Según un juicio unánime, Esperando a Godot es la más importante creación del teatro del absurdo. Una corriente desarrollada durante las décadas de 1940-1960, en la que las tramas parecían carecer de significado, y cuyo objetivo era cuestionar a la sociedad y al hombre mediante el disparate y la aparente incoherencia. En esta línea cabe destacar, además de nuestro autor —el Nobel de Literatura Samuel Beckett—, a Adamov, Genet o Ionesco; creadores cuya característica común era el uso de la metáfora poética como un medio para proyectar sus más íntimos estados. En el caso de Esperando a Godot, estrenada en París en 1953, algunos críticos han querido ver un cántico a la omnipotencia de la ternura humana, la cual sustituiría a esa especie de ‘redentor’ que nunca aparece.
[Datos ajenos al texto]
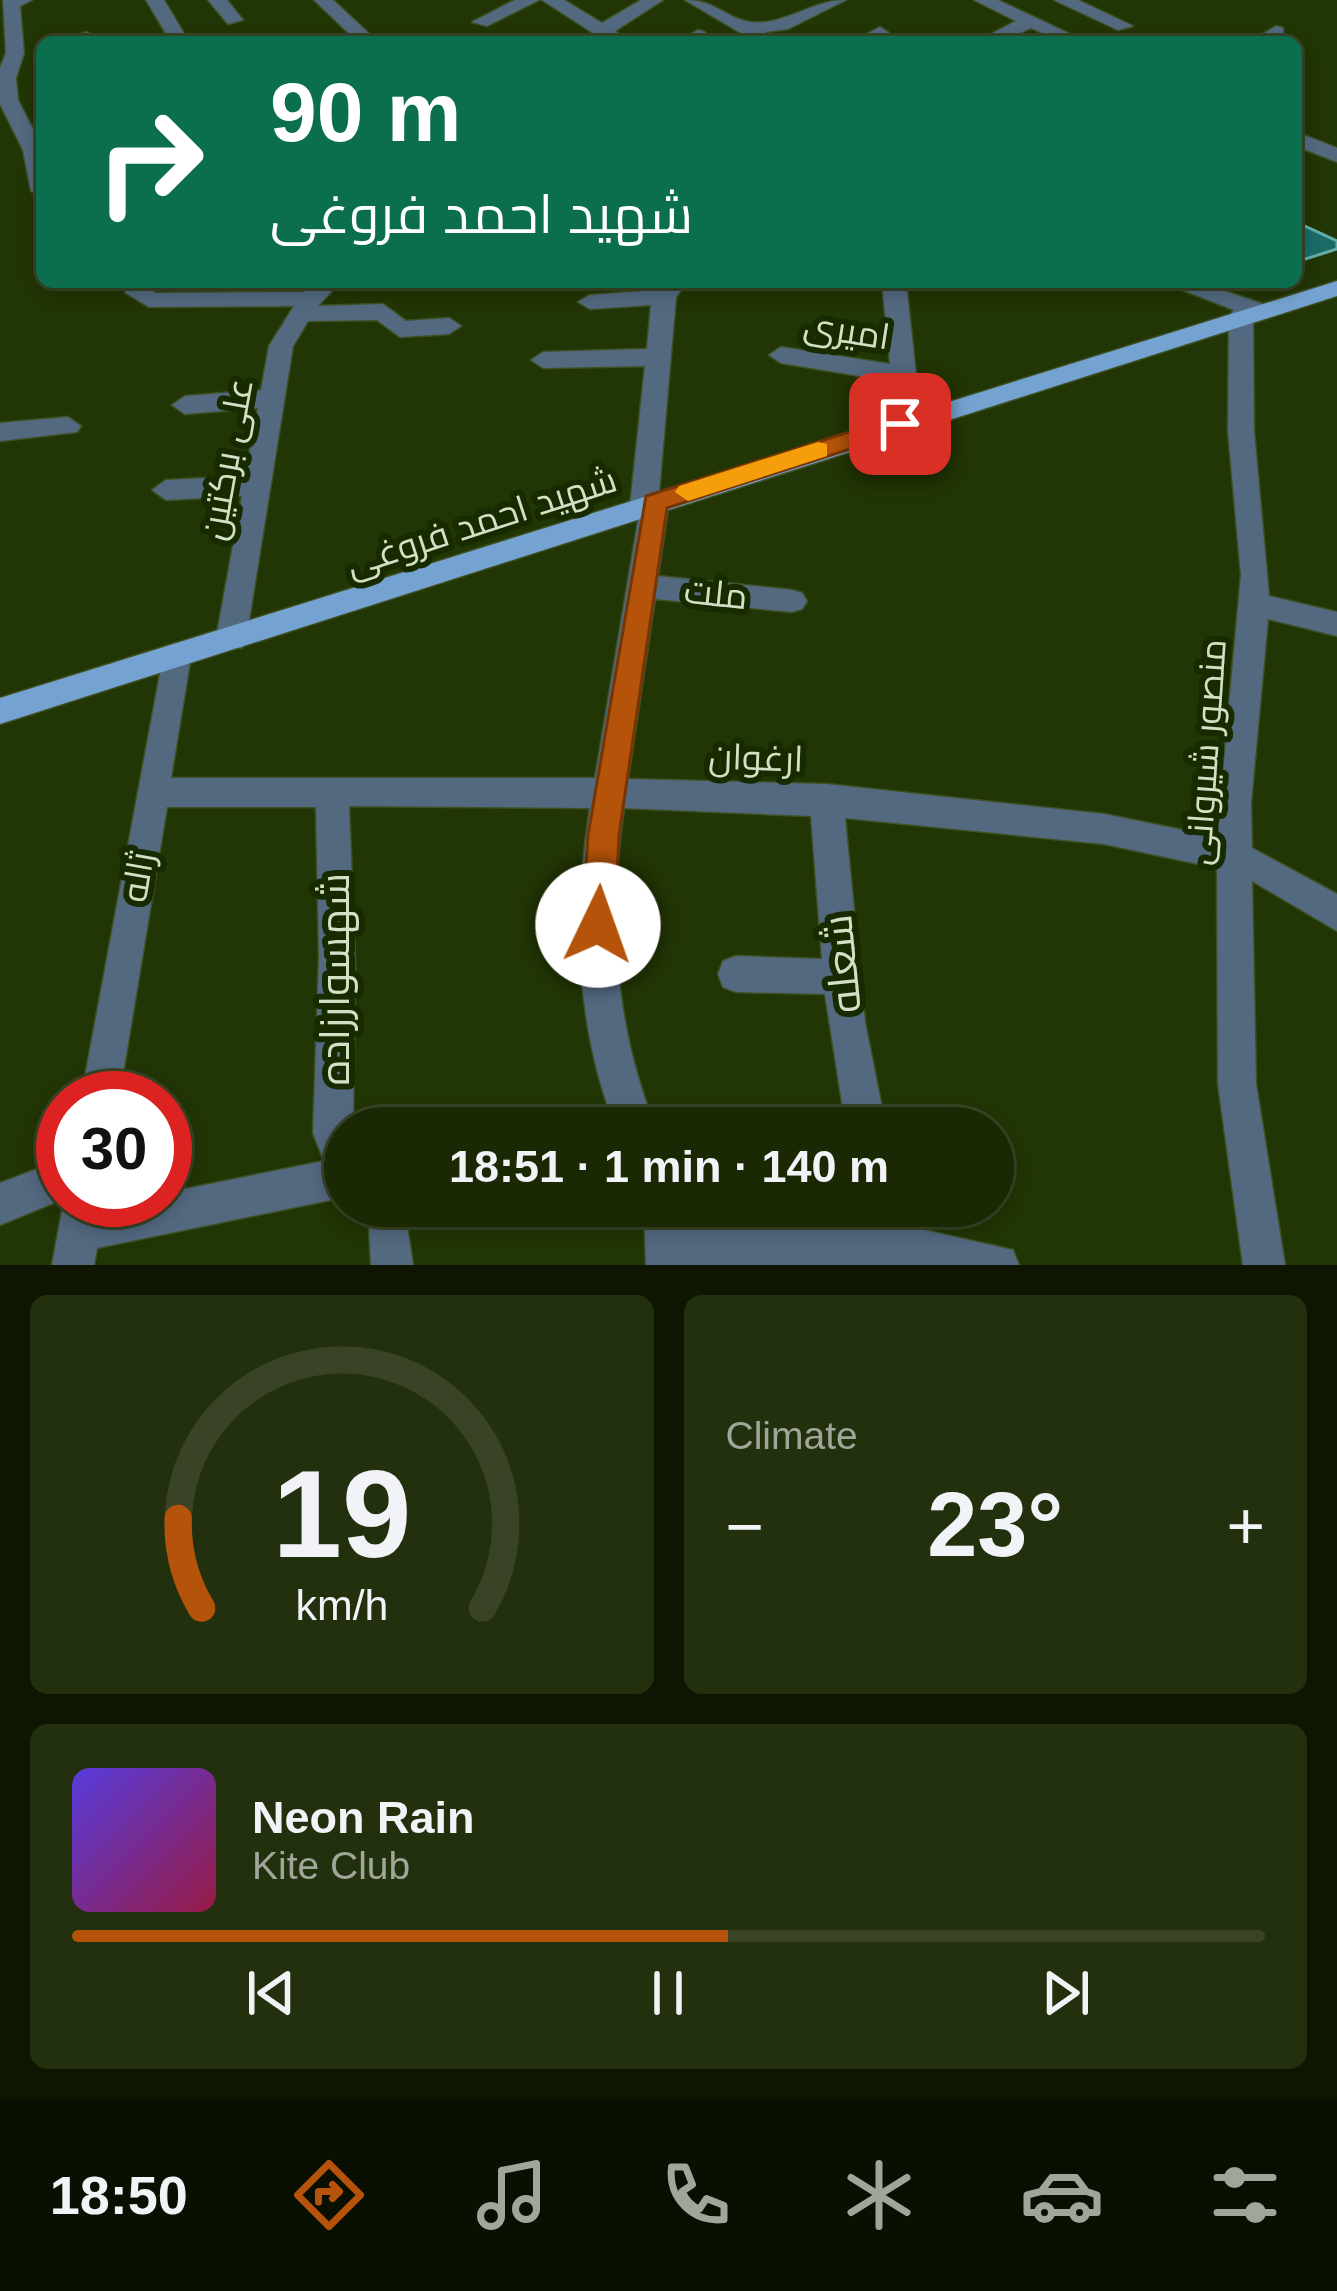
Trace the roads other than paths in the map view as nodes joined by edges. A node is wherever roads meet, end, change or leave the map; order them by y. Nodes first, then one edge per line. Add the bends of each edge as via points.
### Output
1 (23, 0) edge
2 (155, 0) edge
3 (218, 0) edge
4 (323, 0) edge
5 (530, 0) edge
6 (654, 0) edge
7 (694, 0) edge
8 (837, 0) edge
9 (982, 0) edge
10 (1064, 0) edge
11 (558, 1) edge
12 (234, 20) dead end
13 (481, 22) dead end
14 (1032, 22) junction
15 (750, 26) junction
16 (1124, 26) dead end
17 (602, 31) junction
18 (880, 33) dead end
19 (176, 36) edge
20 (362, 36) edge
21 (610, 36) edge
22 (761, 36) edge
23 (874, 36) edge
24 (999, 36) edge
25 (1064, 36) edge
26 (36, 48) edge
27 (15, 53) junction
28 (7, 113) edge
29 (1302, 141) edge
30 (1337, 156) edge
31 (36, 164) edge
32 (1333, 286) edge
33 (134, 288) edge
34 (895, 288) edge
35 (1189, 288) edge
36 (669, 290) edge
37 (262, 291) edge
38 (313, 298) edge
39 (590, 302) dead end
40 (1250, 313) junction
41 (449, 326) dead end
42 (781, 355) dead end
43 (661, 357) junction
44 (543, 360) dead end
45 (903, 375) junction
46 (274, 398) junction
47 (185, 405) dead end
48 (900, 424) junction
49 (68, 426) dead end
50 (0, 432) edge
51 (258, 485) junction
52 (166, 490) dead end
53 (649, 504) junction
54 (640, 586) junction
55 (792, 601) dead end
56 (1253, 604) junction
57 (1337, 624) edge
58 (231, 639) junction
59 (176, 656) junction
60 (0, 711) edge
61 (610, 791) junction
62 (152, 793) junction
63 (332, 793) junction
64 (826, 799) junction
65 (1234, 857) junction
66 (1337, 914) edge
67 (736, 974) dead end
68 (842, 977) junction
69 (105, 1071) edge
70 (334, 1107) edge
71 (628, 1107) edge
72 (863, 1107) edge
73 (324, 1181) edge
74 (36, 1190) edge
75 (0, 1204) edge
76 (389, 1227) edge
77 (865, 1227) edge
78 (888, 1227) edge
79 (78, 1232) edge
80 (666, 1237) edge
81 (392, 1265) edge
82 (998, 1265) edge
83 (1264, 1265) edge

1 - 27 street via 11,2
2 - 19 street
3 - 12 street
4 - 20 street
5 - 13 street
6 - 17 street
7 - 15 street
8 - 15 street via 782,26
9 - 14 street
10 - 16 street
11 - 17 street
14 - 24 street
14 - 25 street
15 - 22 street
17 - 21 street
18 - 23 street
26 - 27 street
27 - 28 street
28 - 31 street
29 - 30 street
32 - 40 main road, شهید احمد فروغی
33 - 37 street via 148,300
34 - 45 street
35 - 40 street
36 - 39 street
36 - 43 street, ملت
37 - 38 street
38 - 41 street via 383,312 400,328
38 - 46 street, علی برکتین via 281,346
40 - 48 main road, شهید احمد فروغی
40 - 56 street, منصور شیروانی via 1241,431
42 - 45 street, امیری
43 - 44 street
43 - 53 street, ملت
45 - 48 street
46 - 47 street
46 - 51 street, علی برکتین
48 - 53 main road, شهید احمد فروغی
49 - 50 street
51 - 52 street
51 - 58 street, علی برکتین
53 - 54 street, ملت
53 - 58 main road, شهید احمد فروغی
54 - 55 street, ملت
54 - 61 street, ملت
56 - 57 street
56 - 65 street, منصور شیروانی
58 - 59 main road, شهید احمد فروغی
59 - 60 main road, شهید احمد فروغی
59 - 62 street, ژاله
61 - 63 street, ارغوان
61 - 64 street, ارغوان
61 - 71 street, ملت via 596,970
62 - 63 street, ارغوان
62 - 69 street, ژاله
63 - 70 street, شهسوارزاده
64 - 65 street, ارغوان via 1111,830
64 - 68 street, شعله
65 - 66 street, ارغوان
65 - 83 street, منصور شیروانی via 1237,1084
67 - 68 street
68 - 72 street, شعله
73 - 79 street
74 - 75 street
76 - 81 street
77 - 80 street
78 - 82 street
Y es que las alusiones del personaje central, Estragón, a la Biblia y a Tierra Santa, la descoyuntada descripción que de los dos ladrones del Gólgota hace su compañero VIadimiro, o el largo parlamento de Lucky sobre el Dios personal, «muestran con evidencia la índole y la radicalidad del desvalido desengaño en que viven», según el ensayista Laín Entralgo. De este modo, Beckett parece decir a sus espectadores: «Sois vosotros los que esperáis a Godot». Esta idea se potencia con la ruptura de la cuarta pared, por la cual sus protagonistas parecen saber, o al menos sospechar, que son actores que están representando una pieza teatral. De ahí que el público se involucre, pese a su extrañeza, en el corazón de la no-trama.

 

MUERTE DE UN VIAJANTE

Finalizamos nuestro listado con Arthur Miller, quien fuese elegido ‘mejor dramaturgo del siglo XX’ por el Royal National Theatre de Londres, tras una votación en la que participaron ochocientas personas directamente relacionadas con el oficio. Un autor conocido por su intenso activismo político y social que no dudó en arremeter contra la deshumanización de la vida estadounidense, aproximarse al marxismo —y más tarde denostarlo— u oponerse a la caza de brujas de McCarthy. Y todo ello desplegando un don innato para la crítica escénica que le valdría premios tan importantes como el Laurence Olivier, el Premio de la Crítica o el Príncipe de Asturias. En este sentido, escoger una sola obra del genio de Nueva York resulta una temeridad —desde Las brujas de Salem a Panorama desde el puente, su trayectoria es envidiable—, pero en nuestro caso nos inclinamos por Muerte de un viajante, texto que lo catapultó a la fama y le permitió obtener el Pulitzer en 1949. Drama que nos revela las intimidades de una familia de clase media estadounidense, en la década de los cuarenta, en la que Willy Loman, patriarca protagonista, arrastra a los suyos a un final funesto, tras una espiral de recuerdos, anhelos y fantasías insatisfechas. Así, Muerte de un viajante se erige como una obra sencilla en sus formas y maestra en el fondo; pues, como afirma el crítico José Luis Alvarado: «Raramente puede encontrarse en una misma obra de teatro temas tan difíciles de abordar como el sentido de la vida, las relaciones familiares, el amor conyugal y el paso del tiempo, con semejante brillantez».